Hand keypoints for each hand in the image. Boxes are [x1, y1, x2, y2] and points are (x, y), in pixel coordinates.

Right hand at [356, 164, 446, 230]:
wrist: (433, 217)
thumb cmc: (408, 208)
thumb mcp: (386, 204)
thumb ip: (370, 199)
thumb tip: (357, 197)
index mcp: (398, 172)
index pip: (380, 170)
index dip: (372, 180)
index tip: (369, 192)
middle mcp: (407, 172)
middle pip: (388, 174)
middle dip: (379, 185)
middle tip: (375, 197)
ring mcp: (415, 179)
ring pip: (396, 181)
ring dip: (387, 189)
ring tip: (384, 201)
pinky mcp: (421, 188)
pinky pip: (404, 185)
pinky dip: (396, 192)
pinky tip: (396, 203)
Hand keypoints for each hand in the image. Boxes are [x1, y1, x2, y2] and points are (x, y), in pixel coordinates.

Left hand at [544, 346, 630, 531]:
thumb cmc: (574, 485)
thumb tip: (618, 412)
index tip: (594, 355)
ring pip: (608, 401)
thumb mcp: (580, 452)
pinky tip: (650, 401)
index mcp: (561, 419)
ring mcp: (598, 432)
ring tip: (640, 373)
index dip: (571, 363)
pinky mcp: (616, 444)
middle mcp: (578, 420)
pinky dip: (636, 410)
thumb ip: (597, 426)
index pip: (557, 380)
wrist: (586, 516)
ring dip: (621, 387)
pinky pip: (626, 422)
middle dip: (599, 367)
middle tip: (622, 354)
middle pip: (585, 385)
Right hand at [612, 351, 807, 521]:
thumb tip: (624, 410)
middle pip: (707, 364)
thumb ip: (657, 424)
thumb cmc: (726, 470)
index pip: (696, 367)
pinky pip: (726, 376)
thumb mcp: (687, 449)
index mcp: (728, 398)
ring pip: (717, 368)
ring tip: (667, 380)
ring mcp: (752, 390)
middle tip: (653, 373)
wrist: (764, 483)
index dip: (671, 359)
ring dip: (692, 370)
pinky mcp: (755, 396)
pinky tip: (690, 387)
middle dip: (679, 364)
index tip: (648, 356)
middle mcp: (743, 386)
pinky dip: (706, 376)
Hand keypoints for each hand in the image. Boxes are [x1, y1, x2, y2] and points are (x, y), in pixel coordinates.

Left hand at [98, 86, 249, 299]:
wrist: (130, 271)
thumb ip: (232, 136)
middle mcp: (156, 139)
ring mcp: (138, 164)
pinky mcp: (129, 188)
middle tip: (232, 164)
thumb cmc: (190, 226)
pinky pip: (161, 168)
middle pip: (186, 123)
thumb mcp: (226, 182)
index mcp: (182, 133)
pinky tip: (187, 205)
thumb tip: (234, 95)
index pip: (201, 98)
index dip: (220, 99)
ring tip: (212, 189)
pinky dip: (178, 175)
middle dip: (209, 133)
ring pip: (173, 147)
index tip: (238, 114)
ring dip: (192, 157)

· · ·

#### Prompt
Please return the lines above that run from the line containing "index pip: (380, 170)" to the line containing "pinky dip: (706, 376)", inclusive, exactly and with no other lines.

#### Answer to the exercise
index pip: (380, 170)
index dip: (372, 180)
index tip: (369, 192)
middle mcp: (407, 172)
middle pip: (388, 174)
middle dip: (379, 185)
middle tip: (375, 197)
ring mcp: (415, 179)
ring pip: (396, 181)
ring dip: (387, 189)
ring tip: (384, 201)
pinky mcp: (421, 188)
pinky pip: (404, 185)
pinky dip: (396, 192)
pinky tip: (396, 203)
Hand keypoints for each hand in the image. Boxes are [x1, y1, x2, y2] and points are (x, y), in pixel coordinates.

Left hand at [544, 346, 630, 531]:
thumb cmc: (574, 485)
thumb tip: (618, 412)
index tip: (594, 355)
ring pip: (608, 401)
thumb mcp: (580, 452)
pinky tip: (650, 401)
index mcp: (561, 419)
ring mcp: (598, 432)
ring tip: (640, 373)
index dip: (571, 363)
pinky mcp: (616, 444)
middle mcp: (578, 420)
pinky dip: (636, 410)
thumb ip: (597, 426)
index pip: (557, 380)
wrist: (586, 516)
ring dip: (621, 387)
pinky pip: (626, 422)
middle dip: (599, 367)
middle tip: (622, 354)
middle pip: (585, 385)
Right hand at [612, 351, 807, 521]:
thumb tip: (624, 410)
middle pip: (707, 364)
thumb ip: (657, 424)
thumb cmc: (726, 470)
index pip: (696, 367)
pinky pip: (726, 376)
thumb mcp: (687, 449)
index mcp: (728, 398)
ring pip: (717, 368)
ring tip: (667, 380)
ring mcp: (752, 390)
middle tip: (653, 373)
wrist: (764, 483)
index dip: (671, 359)
ring dip: (692, 370)
pinky mcp: (755, 396)
pinky tip: (690, 387)
middle dip: (679, 364)
index tip: (648, 356)
middle mcp: (743, 386)
pinky dip: (706, 376)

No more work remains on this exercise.